Currently, the students who take advantage of this particular commuter service (ISU also offers transportation for students commuting from Idaho Falls) are paying in the neighborhood of $800 per semester for a five-day-a-week pass. If ISU decides to continue the service the cost could double. This would easily put the education goals of students in the Magic Valley in jeopardy.
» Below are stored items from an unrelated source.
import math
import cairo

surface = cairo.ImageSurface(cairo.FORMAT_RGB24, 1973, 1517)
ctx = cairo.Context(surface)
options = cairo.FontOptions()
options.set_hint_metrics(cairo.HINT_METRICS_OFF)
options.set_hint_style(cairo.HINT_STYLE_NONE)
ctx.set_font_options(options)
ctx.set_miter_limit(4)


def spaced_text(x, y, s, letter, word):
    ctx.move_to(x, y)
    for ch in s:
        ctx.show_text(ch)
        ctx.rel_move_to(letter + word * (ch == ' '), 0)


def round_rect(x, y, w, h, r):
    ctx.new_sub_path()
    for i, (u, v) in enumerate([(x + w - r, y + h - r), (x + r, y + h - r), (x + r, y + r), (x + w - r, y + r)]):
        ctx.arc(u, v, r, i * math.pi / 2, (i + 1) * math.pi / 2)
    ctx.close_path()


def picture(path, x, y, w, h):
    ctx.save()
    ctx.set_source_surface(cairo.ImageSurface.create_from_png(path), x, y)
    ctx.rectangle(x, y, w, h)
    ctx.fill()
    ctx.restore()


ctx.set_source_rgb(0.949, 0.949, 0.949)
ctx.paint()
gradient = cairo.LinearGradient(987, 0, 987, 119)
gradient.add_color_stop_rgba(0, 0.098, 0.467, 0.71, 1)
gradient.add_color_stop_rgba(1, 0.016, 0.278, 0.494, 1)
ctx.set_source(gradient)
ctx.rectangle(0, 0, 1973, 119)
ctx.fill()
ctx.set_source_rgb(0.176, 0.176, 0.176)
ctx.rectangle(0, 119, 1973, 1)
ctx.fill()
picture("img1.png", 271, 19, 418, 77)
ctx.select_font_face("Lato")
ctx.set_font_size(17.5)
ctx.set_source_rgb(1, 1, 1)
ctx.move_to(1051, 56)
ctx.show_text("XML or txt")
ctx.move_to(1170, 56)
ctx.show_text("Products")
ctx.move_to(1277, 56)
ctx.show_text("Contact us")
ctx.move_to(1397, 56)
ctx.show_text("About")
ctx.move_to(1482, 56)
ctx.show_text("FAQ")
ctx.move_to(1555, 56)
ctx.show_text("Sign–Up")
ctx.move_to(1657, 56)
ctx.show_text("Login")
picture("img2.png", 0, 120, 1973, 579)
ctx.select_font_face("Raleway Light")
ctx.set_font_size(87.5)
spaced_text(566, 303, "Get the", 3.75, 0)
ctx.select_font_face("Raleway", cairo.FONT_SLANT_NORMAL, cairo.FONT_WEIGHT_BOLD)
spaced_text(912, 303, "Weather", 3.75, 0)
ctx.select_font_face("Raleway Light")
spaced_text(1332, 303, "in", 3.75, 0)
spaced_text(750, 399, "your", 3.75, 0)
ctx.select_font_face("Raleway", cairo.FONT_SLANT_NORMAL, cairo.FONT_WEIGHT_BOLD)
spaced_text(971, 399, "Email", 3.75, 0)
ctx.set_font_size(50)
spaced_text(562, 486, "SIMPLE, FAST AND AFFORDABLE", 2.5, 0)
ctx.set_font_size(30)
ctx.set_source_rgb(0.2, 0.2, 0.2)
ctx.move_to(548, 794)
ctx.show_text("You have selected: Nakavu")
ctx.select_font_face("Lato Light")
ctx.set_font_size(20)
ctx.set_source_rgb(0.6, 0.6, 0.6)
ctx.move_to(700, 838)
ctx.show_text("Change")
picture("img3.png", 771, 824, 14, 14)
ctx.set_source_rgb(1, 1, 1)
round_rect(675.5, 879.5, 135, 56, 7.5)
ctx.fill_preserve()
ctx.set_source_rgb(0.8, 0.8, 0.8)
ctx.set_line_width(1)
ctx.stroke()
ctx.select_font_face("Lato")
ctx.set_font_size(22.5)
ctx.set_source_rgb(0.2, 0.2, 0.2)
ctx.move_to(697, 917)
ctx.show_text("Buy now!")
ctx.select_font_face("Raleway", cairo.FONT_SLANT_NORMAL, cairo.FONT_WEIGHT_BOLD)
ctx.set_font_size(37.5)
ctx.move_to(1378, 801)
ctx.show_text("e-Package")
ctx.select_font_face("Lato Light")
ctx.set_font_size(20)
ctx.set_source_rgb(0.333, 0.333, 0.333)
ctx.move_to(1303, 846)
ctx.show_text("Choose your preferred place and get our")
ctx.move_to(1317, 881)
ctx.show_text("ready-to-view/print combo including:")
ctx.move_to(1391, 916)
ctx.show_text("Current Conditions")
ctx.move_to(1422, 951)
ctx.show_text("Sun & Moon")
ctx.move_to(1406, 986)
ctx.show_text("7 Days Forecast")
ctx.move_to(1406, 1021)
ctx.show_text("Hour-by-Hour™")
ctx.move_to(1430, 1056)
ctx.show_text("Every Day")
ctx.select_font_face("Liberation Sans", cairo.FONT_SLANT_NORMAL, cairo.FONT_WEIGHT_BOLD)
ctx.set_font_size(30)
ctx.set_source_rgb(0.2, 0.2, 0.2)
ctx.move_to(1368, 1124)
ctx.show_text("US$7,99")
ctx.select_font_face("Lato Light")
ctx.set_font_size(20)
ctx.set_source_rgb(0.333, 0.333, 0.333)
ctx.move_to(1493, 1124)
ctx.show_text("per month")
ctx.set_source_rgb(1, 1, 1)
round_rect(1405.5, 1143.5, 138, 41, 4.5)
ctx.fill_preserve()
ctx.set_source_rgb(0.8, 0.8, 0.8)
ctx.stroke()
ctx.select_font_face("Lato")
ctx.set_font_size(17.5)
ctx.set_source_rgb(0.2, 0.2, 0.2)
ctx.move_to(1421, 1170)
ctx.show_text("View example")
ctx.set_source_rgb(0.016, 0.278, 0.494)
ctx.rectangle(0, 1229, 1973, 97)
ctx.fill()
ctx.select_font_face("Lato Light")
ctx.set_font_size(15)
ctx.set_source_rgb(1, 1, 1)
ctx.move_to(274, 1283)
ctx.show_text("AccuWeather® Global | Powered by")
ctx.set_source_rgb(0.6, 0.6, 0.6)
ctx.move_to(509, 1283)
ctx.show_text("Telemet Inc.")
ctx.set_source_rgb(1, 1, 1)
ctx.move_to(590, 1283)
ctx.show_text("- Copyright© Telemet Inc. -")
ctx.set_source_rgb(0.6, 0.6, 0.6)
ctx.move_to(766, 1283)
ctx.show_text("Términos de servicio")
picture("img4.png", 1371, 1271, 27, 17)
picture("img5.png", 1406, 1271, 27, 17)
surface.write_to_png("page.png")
Students that commute from Twin Falls and Burley generally fall into two categories: Non-traditional students who received two years of education at the College of Southern Idaho and are now working toward bachelor's degrees at ISU while living in and raising their families in the Magic Valley or traditional students who live in the Magic Valley and would rather commute each day and live at home than pay the cost of housing in Pocatello while paying tuition. Looking at the cost of the bus service from the Magic Valley, if I were living in my hometown of Declo and wanted to attend ISU, but was content living rent-free at home (big if), it would actually be cheaper for me to do what these students are doing.

When I first started at ISU, I was paying approximately $2500 per academic year (excluding the summer) on housing alone. Tack on utilities, food, etc., the cost of living in Pocatello easily equaled the cost of going to school in Pocatello (tuition, fees, and books). The cost of tuition and books could be offset by the cost of housing even with the $800 per semester bus ticket.
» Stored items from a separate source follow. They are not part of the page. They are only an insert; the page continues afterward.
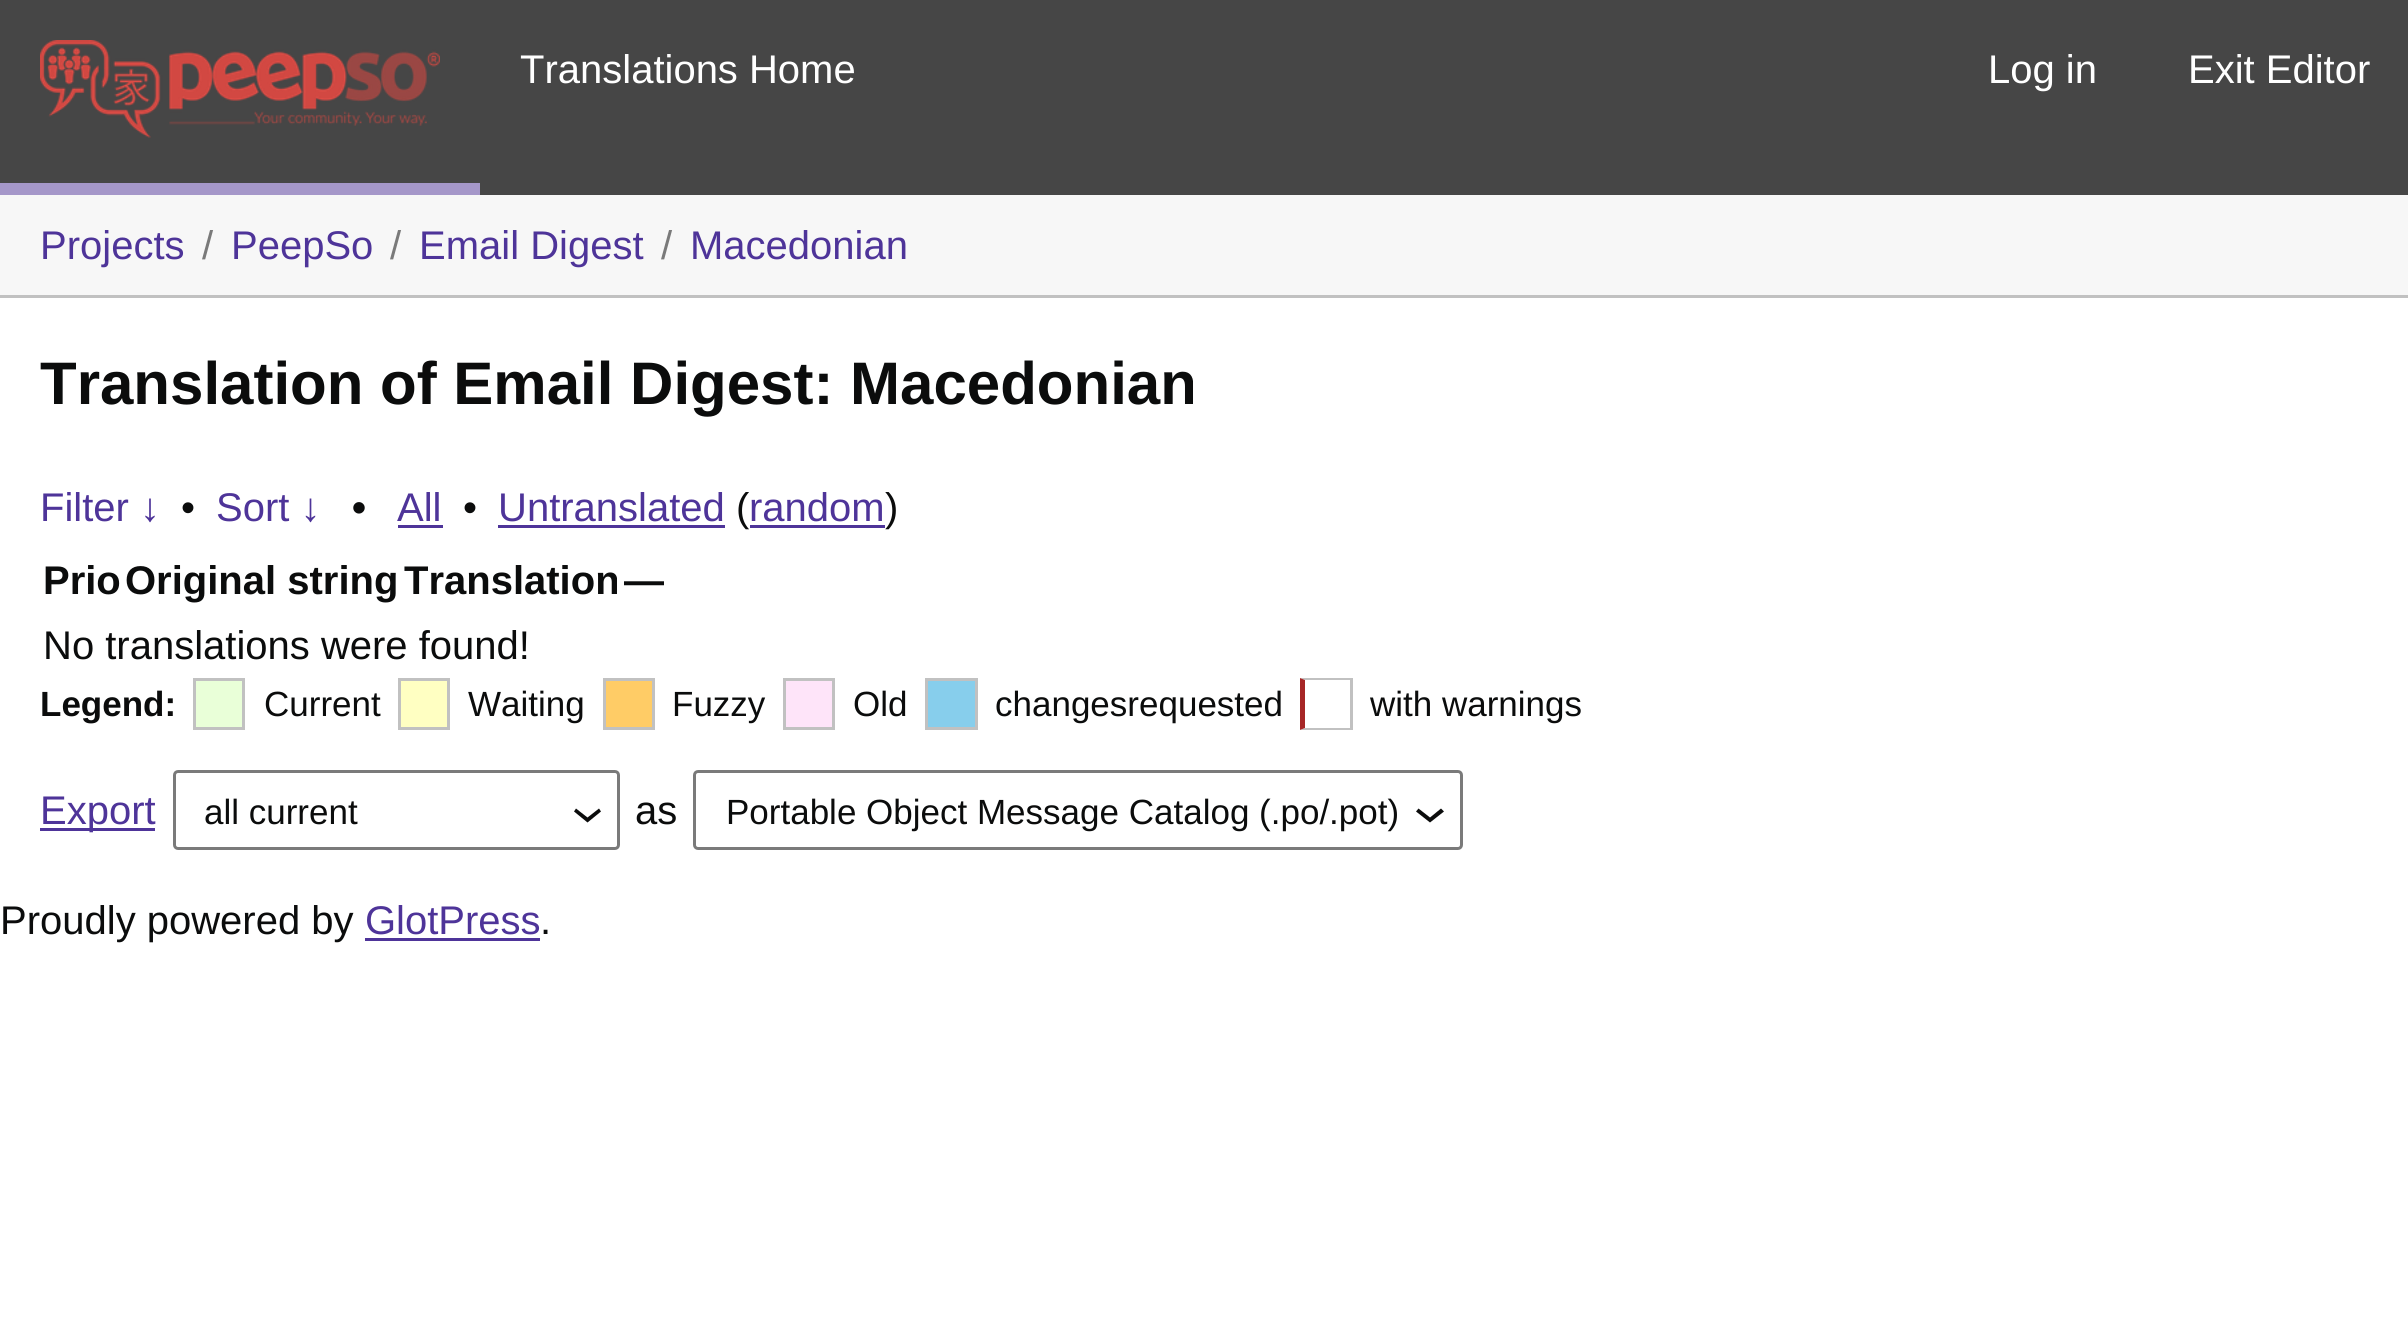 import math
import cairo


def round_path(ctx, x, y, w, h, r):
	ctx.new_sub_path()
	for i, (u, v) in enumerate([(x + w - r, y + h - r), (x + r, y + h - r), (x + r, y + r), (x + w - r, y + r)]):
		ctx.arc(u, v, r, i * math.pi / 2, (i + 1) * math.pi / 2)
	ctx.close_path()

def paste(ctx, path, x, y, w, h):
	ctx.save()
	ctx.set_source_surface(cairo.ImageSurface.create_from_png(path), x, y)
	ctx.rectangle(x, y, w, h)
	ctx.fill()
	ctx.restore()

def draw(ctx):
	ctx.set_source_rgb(1, 1, 1)
	ctx.paint()
	ctx.set_source_rgb(0.275, 0.275, 0.275)
	ctx.rectangle(0, 0, 2408, 195)
	ctx.fill()
	ctx.set_source_rgb(0.647, 0.592, 0.788)
	ctx.rectangle(0, 183, 480, 12)
	ctx.fill()
	paste(ctx, 'media/1.png', 40, 40, 400, 98)
	ctx.select_font_face('Liberation Sans')
	ctx.set_font_size(40)
	ctx.set_source_rgb(1, 1, 1)
	for x, y, s in [
		(520, 83, 'Translations Home'),
		(1988, 83, 'Log in'),
		(2188, 83, 'Exit Editor'),
	]:
		ctx.move_to(x, y)
		ctx.show_text(s)
	ctx.set_source_rgb(0.965, 0.965, 0.965)
	ctx.rectangle(0, 195, 2408, 100)
	ctx.fill()
	ctx.set_source_rgb(0.757, 0.757, 0.757)
	ctx.rectangle(0, 295, 2408, 3)
	ctx.fill()
	ctx.set_source_rgb(0.306, 0.204, 0.6)
	ctx.move_to(40, 259)
	ctx.show_text('Projects')
	ctx.set_source_rgb(0.478, 0.478, 0.478)
	ctx.move_to(202, 259)
	ctx.show_text('/')
	ctx.set_source_rgb(0.306, 0.204, 0.6)
	ctx.move_to(231, 259)
	ctx.show_text('PeepSo')
	ctx.set_source_rgb(0.478, 0.478, 0.478)
	ctx.move_to(390, 259)
	ctx.show_text('/')
	ctx.set_source_rgb(0.306, 0.204, 0.6)
	ctx.move_to(419, 259)
	ctx.show_text('Email Digest')
	ctx.set_source_rgb(0.478, 0.478, 0.478)
	ctx.move_to(661, 259)
	ctx.show_text('/')
	ctx.set_source_rgb(0.306, 0.204, 0.6)
	ctx.move_to(690, 259)
	ctx.show_text('Macedonian')
	ctx.select_font_face('Liberation Sans', cairo.FONT_SLANT_NORMAL, cairo.FONT_WEIGHT_BOLD)
	ctx.set_font_size(60)
	ctx.set_source_rgb(0.043, 0.047, 0.047)
	ctx.move_to(40, 404)
	ctx.show_text('Translation of Email Digest: Macedonian')
	ctx.select_font_face('Liberation Sans')
	ctx.set_font_size(40)
	ctx.set_source_rgb(0.306, 0.204, 0.6)
	ctx.move_to(40, 521)
	ctx.show_text('Filter ↓')
	ctx.set_source_rgb(0.043, 0.047, 0.047)
	ctx.move_to(181, 521)
	ctx.show_text('•')
	ctx.set_source_rgb(0.306, 0.204, 0.6)
	ctx.move_to(216, 521)
	ctx.show_text('Sort ↓')
	ctx.select_font_face('Liberation Sans', cairo.FONT_SLANT_NORMAL, cairo.FONT_WEIGHT_BOLD)
	ctx.set_source_rgb(0.043, 0.047, 0.047)
	ctx.move_to(352, 521)
	ctx.show_text('•')
	ctx.select_font_face('Liberation Sans')
	ctx.set_source_rgb(0.306, 0.204, 0.6)
	ctx.move_to(397, 521)
	ctx.show_text('All')
	ctx.rectangle(398, 525, 45, 3)
	ctx.fill()
	ctx.set_source_rgb(0.043, 0.047, 0.047)
	ctx.move_to(463, 521)
	ctx.show_text('•')
	ctx.set_source_rgb(0.306, 0.204, 0.6)
	ctx.move_to(498, 521)
	ctx.show_text('Untranslated')
	ctx.rectangle(498, 525, 227, 3)
	ctx.fill()
	ctx.set_source_rgb(0.043, 0.047, 0.047)
	ctx.move_to(736, 521)
	ctx.show_text('(')
	ctx.set_source_rgb(0.306, 0.204, 0.6)
	ctx.move_to(749, 521)
	ctx.show_text('random')
	ctx.rectangle(750, 525, 135, 3)
	ctx.fill()
	ctx.set_source_rgb(0.043, 0.047, 0.047)
	ctx.move_to(885, 521)
	ctx.show_text(')')
	ctx.select_font_face('Liberation Sans', cairo.FONT_SLANT_NORMAL, cairo.FONT_WEIGHT_BOLD)
	for x, y, s in [
		(43, 594, 'Prio'),
		(125, 594, 'Original string'),
		(404, 594, 'Translation'),
		(624, 594, '—'),
	]:
		ctx.move_to(x, y)
		ctx.show_text(s)
	ctx.select_font_face('Liberation Sans')
	ctx.move_to(43, 659)
	ctx.show_text('No translations were found!')
	ctx.select_font_face('Liberation Sans', cairo.FONT_SLANT_NORMAL, cairo.FONT_WEIGHT_BOLD)
	ctx.set_font_size(35)
	ctx.move_to(40, 716)
	ctx.show_text('Legend:')
	ctx.set_source_rgb(0.914, 1, 0.847)
	ctx.rectangle(194.5, 679.5, 49, 49)
	ctx.fill_preserve()
	ctx.set_source_rgb(0.757, 0.757, 0.757)
	ctx.set_line_width(3)
	ctx.stroke()
	ctx.select_font_face('Liberation Sans')
	ctx.set_source_rgb(0.043, 0.047, 0.047)
	ctx.move_to(264, 716)
	ctx.show_text('Current')
	ctx.set_source_rgb(1, 1, 0.761)
	ctx.rectangle(399.5, 679.5, 49, 49)
	ctx.fill_preserve()
	ctx.set_source_rgb(0.757, 0.757, 0.757)
	ctx.stroke()
	ctx.set_source_rgb(0.043, 0.047, 0.047)
	ctx.move_to(468, 716)
	ctx.show_text('Waiting')
	ctx.set_source_rgb(1, 0.8, 0.4)
	ctx.rectangle(604.5, 679.5, 49, 49)
	ctx.fill_preserve()
	ctx.set_source_rgb(0.757, 0.757, 0.757)
	ctx.stroke()
	ctx.set_source_rgb(0.043, 0.047, 0.047)
	ctx.move_to(672, 716)
	ctx.show_text('Fuzzy')
	ctx.set_source_rgb(0.996, 0.894, 0.973)
	ctx.rectangle(784.5, 679.5, 49, 49)
	ctx.fill_preserve()
	ctx.set_source_rgb(0.757, 0.757, 0.757)
	ctx.stroke()
	ctx.set_source_rgb(0.043, 0.047, 0.047)
	ctx.move_to(853, 716)
	ctx.show_text('Old')
	ctx.set_source_rgb(0.529, 0.808, 0.922)
	ctx.rectangle(926.5, 679.5, 50, 49)
	ctx.fill_preserve()
	ctx.set_source_rgb(0.757, 0.757, 0.757)
	ctx.stroke()
	ctx.set_source_rgb(0.043, 0.047, 0.047)
	ctx.move_to(995, 716)
	ctx.show_text('changesrequested')
	ctx.set_source_rgb(0.757, 0.757, 0.757)
	ctx.new_path()
	ctx.move_to(1300, 678)
	ctx.line_to(1352, 678)
	ctx.line_to(1350, 680)
	ctx.line_to(1305, 680)
	ctx.close_path()
	ctx.fill()
	ctx.rectangle(1350, 678, 3, 52)
	ctx.fill()
	ctx.new_path()
	ctx.move_to(1352, 730)
	ctx.line_to(1300, 730)
	ctx.line_to(1305, 728)
	ctx.line_to(1350, 728)
	ctx.close_path()
	ctx.fill()
	ctx.set_source_rgb(0.651, 0.149, 0.149)
	ctx.new_path()
	ctx.move_to(1300, 730)
	ctx.line_to(1300, 678)
	ctx.line_to(1305, 680)
	ctx.line_to(1305, 728)
	ctx.close_path()
	ctx.fill()
	ctx.set_source_rgb(0.043, 0.047, 0.047)
	ctx.move_to(1370, 716)
	ctx.show_text('with warnings')
	ctx.set_source_rgb(0.306, 0.204, 0.6)
	ctx.rectangle(40, 828, 115, 3)
	ctx.fill()
	ctx.set_font_size(40)
	ctx.move_to(40, 824)
	ctx.show_text('Export')
	ctx.set_source_rgb(0.043, 0.047, 0.047)
	ctx.new_path()
	ctx.move_to(601, 811.5)
	ctx.line_to(587.5, 822.5)
	ctx.line_to(574, 811.5)
	ctx.line_to(576, 808.5)
	ctx.line_to(587.5, 817.5)
	ctx.line_to(599, 808.5)
	ctx.close_path()
	ctx.fill()
	round_path(ctx, 174.5, 771.5, 444, 77, 3.5)
	ctx.set_source_rgb(0.478, 0.478, 0.478)
	ctx.stroke()
	ctx.set_font_size(35)
	ctx.set_source_rgb(0.043, 0.047, 0.047)
	ctx.move_to(204, 824)
	ctx.show_text('all current')
	ctx.set_font_size(40)
	ctx.move_to(635, 824)
	ctx.show_text('as')
	ctx.new_path()
	ctx.move_to(1444, 811.5)
	ctx.line_to(1430, 822.5)
	ctx.line_to(1416, 811.5)
	ctx.line_to(1418.5, 808.5)
	ctx.line_to(1430, 817.5)
	ctx.line_to(1441, 808.5)
	ctx.close_path()
	ctx.fill()
	round_path(ctx, 694.5, 771.5, 767, 77, 3.5)
	ctx.set_source_rgb(0.478, 0.478, 0.478)
	ctx.stroke()
	ctx.set_font_size(35)
	ctx.set_source_rgb(0.043, 0.047, 0.047)
	ctx.move_to(726, 824)
	ctx.show_text('Portable Object Message Catalog (.po/.pot)')
	ctx.set_font_size(40)
	ctx.move_to(0, 934)
	ctx.show_text('Proudly powered by')
	ctx.set_source_rgb(0.306, 0.204, 0.6)
	ctx.move_to(365, 934)
	ctx.show_text('GlotPress')
	ctx.rectangle(365, 938, 175, 3)
	ctx.fill()
	ctx.set_source_rgb(0.043, 0.047, 0.047)
	ctx.move_to(540, 934)
	ctx.show_text('.')


surface = cairo.ImageSurface(cairo.FORMAT_RGB24, 2408, 1331)
ctx = cairo.Context(surface)
options = cairo.FontOptions()
options.set_hint_metrics(cairo.HINT_METRICS_OFF)
options.set_hint_style(cairo.HINT_STYLE_NONE)
ctx.set_font_options(options)
ctx.set_miter_limit(4)
draw(ctx)
surface.write_to_png('image.png')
For some students, surely a few of whom are utilizing the current bus service, commuting from the Magic Valley to Pocatello every day is the only plausible way for them to continue their education. Discontinuing the bus service will be yet another roadblock for rural Idahoans who cannot attain an affordable and accessible college education.

The Times article cites both the Twin Falls City Council's unwillingness to contribute funds for the bus service, despite their support for the bus system, and the decreasing number of students who are actually paying to ride the bus to Pocatello. I can't explain the numbers, but it is worth nothing that the number of enrolled students of ISU (attending any campus) listing Twin Falls County as their permanent residence has been on the rise for several years.

A discontinued bus service will ultimately result in a decrease of students enrolled from the Magic Valley, a decrease (however slight) in overall enrollment at ISU, and I suspect, a smaller number of education-seeking Idahoans who are willing to stay in-state in general.

1 comment :

Cameron said...

I wonder how much of this is in relation to CSI offering more and more bachelor degrees without leaving Twin Falls?

That could explain the falling use of the bus service.